Updated on 2024-12-18 GMT+08:00

Protecting a CCE Cluster Against Overload

As services grow, the Kubernetes cluster scales up, putting more pressure on the control plane. If the control plane cannot handle the load, clusters may fail to provide services. This document explains the symptoms, impact, and causes of cluster overload, as well as how CCE clusters can protect against overload. It also provides recommended measures for protecting against overload.

What Is Cluster Overload?

An overloaded cluster can cause delays in Kubernetes API responses and increase the resource usage on master nodes. In severe cases, the APIs may fail to respond, master nodes may become unusable, and the entire cluster may malfunction.

When a cluster is overloaded, both the control plane and the services that rely on it are impacted. The following lists some scenarios that may be affected:

  • Kubernetes resource management: Creating, deleting, updating, or obtaining Kubernetes resources may fail.
  • Kubernetes distributed leader selection: In distributed applications based on Kubernetes Leases, leaders may restart due to lease renewal request timeout.

    For example, if the lease renewal of the controller component of the NPD add-on fails, an active/standby switchover is triggered. This means that the active instance will restart, and the standby instance will take over services, ensuring that there is no impact on services.

  • Cluster management: When a cluster is severely overloaded, it may become unavailable. In this case, cluster management operations, such as creating or deleting nodes, cannot be performed.

Common causes of cluster overload are as follows:

  • The cluster resource data volume is too large.

    etcd and kube-apiserver are two core components of the cluster control plane. etcd serves as the background database that stores all cluster data, while kube-apiserver acts as the entry point for processing requests. kube-apiserver caches cluster data to lessen the burden on etcd, and other core components in the cluster also cache various resources and monitor changes to these resources.

    However, if the cluster resource data volume is too large, the control plane resource usage remains high, leading to overload when the resource data volume exceeds the bearing capability.

  • A large amount of data is obtained from a client.
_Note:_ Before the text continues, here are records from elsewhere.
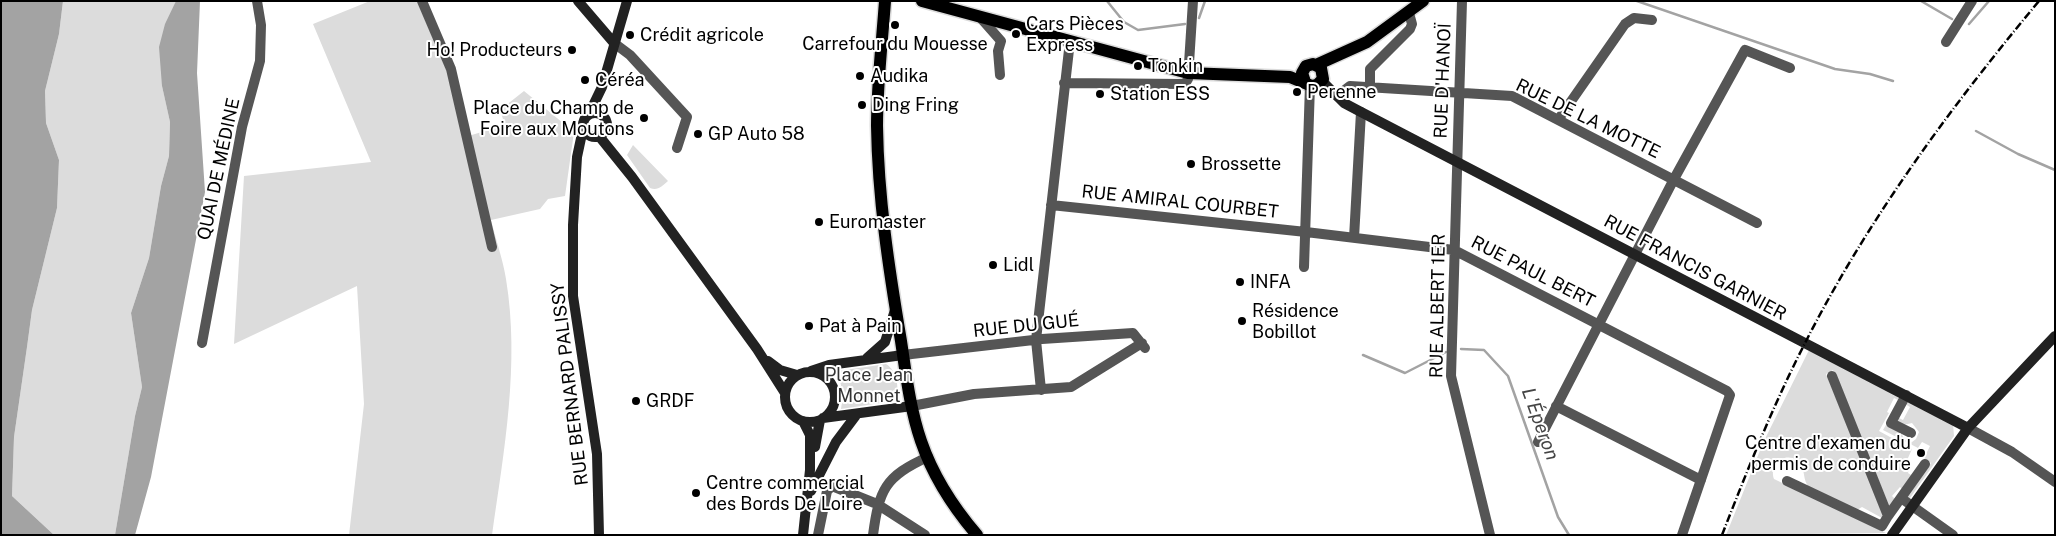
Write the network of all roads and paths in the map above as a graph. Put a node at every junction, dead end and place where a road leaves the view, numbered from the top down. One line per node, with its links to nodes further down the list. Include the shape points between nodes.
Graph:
1 (257, 1): 48 (street, QUAI DE MÉDINE, via 261,24 260,61 242,127)
2 (422, 1): 40 (street, via 450,69)
3 (578, 1): 15 (street)
4 (627, 1): 14 (street)
5 (884, 1): 44 (main road, via 877,125 880,193)
6 (922, 1): 12 (main road)
7 (1193, 1): 20 (street)
8 (1423, 1): 11 (main road)
9 (1462, 1): 26 (street, RUE D'HANOÏ)
10 (1972, 1): 17 (street)
11 (1409, 13): 22 (main road); 25 (street, RUE D'HANOÏ, via 1410,29 1370,69)
12 (979, 16): 16 (main road); 21 (street, via 1002,41 998,51)
13 (1652, 20): 31 (street, via 1634,18 1625,24)
14 (620, 24): 15 (street); 18 (street)
15 (599, 25): 18 (street)
16 (1070, 41): 20 (main road); 23 (street)
17 (1946, 42)
18 (614, 43): 24 (street); 33 (street, via 687,117)
19 (1790, 68): 35 (street, via 1745,50)
20 (1188, 73): 22 (main road); 23 (street, via 1187,82 1182,84)
21 (1000, 75)
22 (1313, 76): 27 (street, RUE FRANCIS GARNIER); 38 (street)
23 (1064, 83): 36 (street)
24 (602, 87): 29 (street, RUE BERNARD PALISSY); 30 (street)
25 (1370, 87): 26 (street, RUE DE LA MOTTE); 27 (street, RUE DE LA MOTTE, via 1348,86)
26 (1459, 92): 31 (street, RUE DE LA MOTTE, via 1512,96); 34 (street, RUE D'HANOÏ)
27 (1337, 96): 28 (street, RUE FRANCIS GARNIER)
28 (1360, 112): 34 (street, RUE FRANCIS GARNIER); 39 (street)
29 (590, 114): 30 (street); 32 (street, RUE BERNARD PALISSY, via 584,119)
30 (602, 116): 32 (street, via 606,121)
31 (1558, 120): 35 (street, RUE DE LA MOTTE)
32 (594, 133): 49 (street, via 632,177); 76 (street, RUE BERNARD PALISSY, via 585,144 578,169 573,225 573,296 598,460)
33 (677, 148)
34 (1457, 162): 41 (street, RUE ALBERT 1ER); 42 (street, RUE FRANCIS GARNIER)
35 (1674, 179): 37 (street, RUE DE LA MOTTE); 42 (street)
36 (1051, 205): 38 (street, RUE AMIRAL COURBET); 47 (street)
37 (1757, 223)
38 (1306, 232): 39 (street, RUE PAUL BERT); 43 (street)
39 (1354, 238): 41 (street, RUE PAUL BERT)
40 (492, 246)
41 (1454, 250): 45 (street, RUE PAUL BERT); 82 (street, RUE ALBERT 1ER, via 1451,376)
42 (1634, 255): 45 (street); 56 (street, RUE FRANCIS GARNIER)
43 (1304, 267)
44 (895, 308): 50 (main road); 51 (street, via 885,342)
45 (1598, 324): 58 (street); 68 (street, RUE PAUL BERT, via 1729,393 1730,399)
46 (2055, 336): 62 (street)
47 (1036, 340): 50 (street, RUE DU GUÉ); 54 (street); 54 (street, RUE DU GUÉ, via 1133,333 1144,345 1071,386)
48 (202, 343)
49 (757, 349): 52 (street, via 779,370); 55 (street)
50 (903, 355): 51 (street); 57 (main road)
51 (864, 360): 52 (street)
52 (801, 374): 55 (street, via 787,386); 60 (street, via 819,374 831,384 835,399 833,407)
53 (1832, 376): 75 (street)
54 (1041, 390): 57 (street, via 974,394)
55 (785, 394): 61 (street, via 791,413)
56 (1906, 395): 62 (street, RUE FRANCIS GARNIER); 63 (street, via 1891,422)
57 (912, 406): 59 (street); 65 (main road)
58 (1556, 406): 64 (street); 68 (street)
59 (857, 414): 60 (street); 72 (street, via 836,442)
60 (821, 419): 61 (street); 67 (street)
61 (803, 421): 67 (street, via 810,435)
62 (1968, 428): 70 (street, RUE FRANCIS GARNIER, via 2012,452); 74 (street)
63 (1911, 433)
64 (1538, 442)
65 (928, 457): 73 (street, via 894,476 885,486); 81 (main road, via 944,492)
66 (1925, 464): 71 (street)
67 (810, 470): 72 (street)
68 (1702, 480): 83 (street)
69 (1787, 481): 75 (street, via 1882,526)
70 (2055, 482)
71 (1901, 498): 74 (street); 75 (street)
72 (807, 499): 77 (street)
73 (877, 504): 78 (street, via 832,486 827,491); 79 (street); 80 (street)
74 (1912, 507): 84 (street); 85 (street)
75 (1888, 516)
76 (599, 535)
77 (803, 535)
78 (818, 535)
79 (873, 535)
80 (925, 535)
81 (977, 535)
82 (1490, 535)
83 (1682, 535)
84 (1892, 535)
85 (1953, 535)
For example, a large number of LIST requests are initiated or a single LIST request is sent to obtain a large amount of data.

    Assume that a client uses field selectors to obtain pod data in a cluster and needs to obtain data from etcd (although the client can also get data from the kube-apiserver cache). Data in etcd cannot be obtained by field, so kube-apiserver must get all pod data from etcd, replicate, and serialize structured pod data, and then respond to the client request.

    When the client sends a LIST request, it may need to be processed by multiple control plane components, resulting in a larger amount of data to be processed and a more complex data type. As a result, when the client gets a large amount of data, resource usages on etcd and API server remain high. If the bearing capability is exceeded, the cluster becomes overloaded.

CCE Overload Control

  • Overload control: CCE clusters have supported overload control since v1.23, which reduces the number of LIST requests outside the system when the control plane experiences high resource usage pressure. To use this function, enable overload control for your clusters. For details, see Cluster Overload Control.
  • Optimized processes on LIST requests: Starting from CCE clusters of v1.23.8-r0 and v1.25.3-r0, processes on LIST requests have been optimized. Even if a client does not specify the resourceVersion parameter, kube-apiserver responds to requests based on its cache to avoid additional etcd queries and ensure that the response data is up to date. Additionally, namespace indexes are now added to the kube-apiserver cache. This means that when a client requests a specified resource in a specified namespace, it no longer needs to obtain resources belonging to the namespace based on full data. This effectively reduces the response delay and control plane memory overhead.
  • Refined traffic limiting policy on the server: The API Priority and Fairness (APF) feature is used to implement fine-grained control on concurrent requests. For details, see API Priority and Fairness.

Suggestions

This section describes measures and suggestions you can take to prevent clusters from being overloaded.

Summary

When running services on Kubernetes clusters, their performance and availability are influenced by various factors, including the cluster scale, number and size of resources, and resource access. CCE has optimized cluster performance and availability based on cloud native practices and has developed measures to protect against cluster overload. You can use these measures to ensure that your services run stably and reliably over the long term.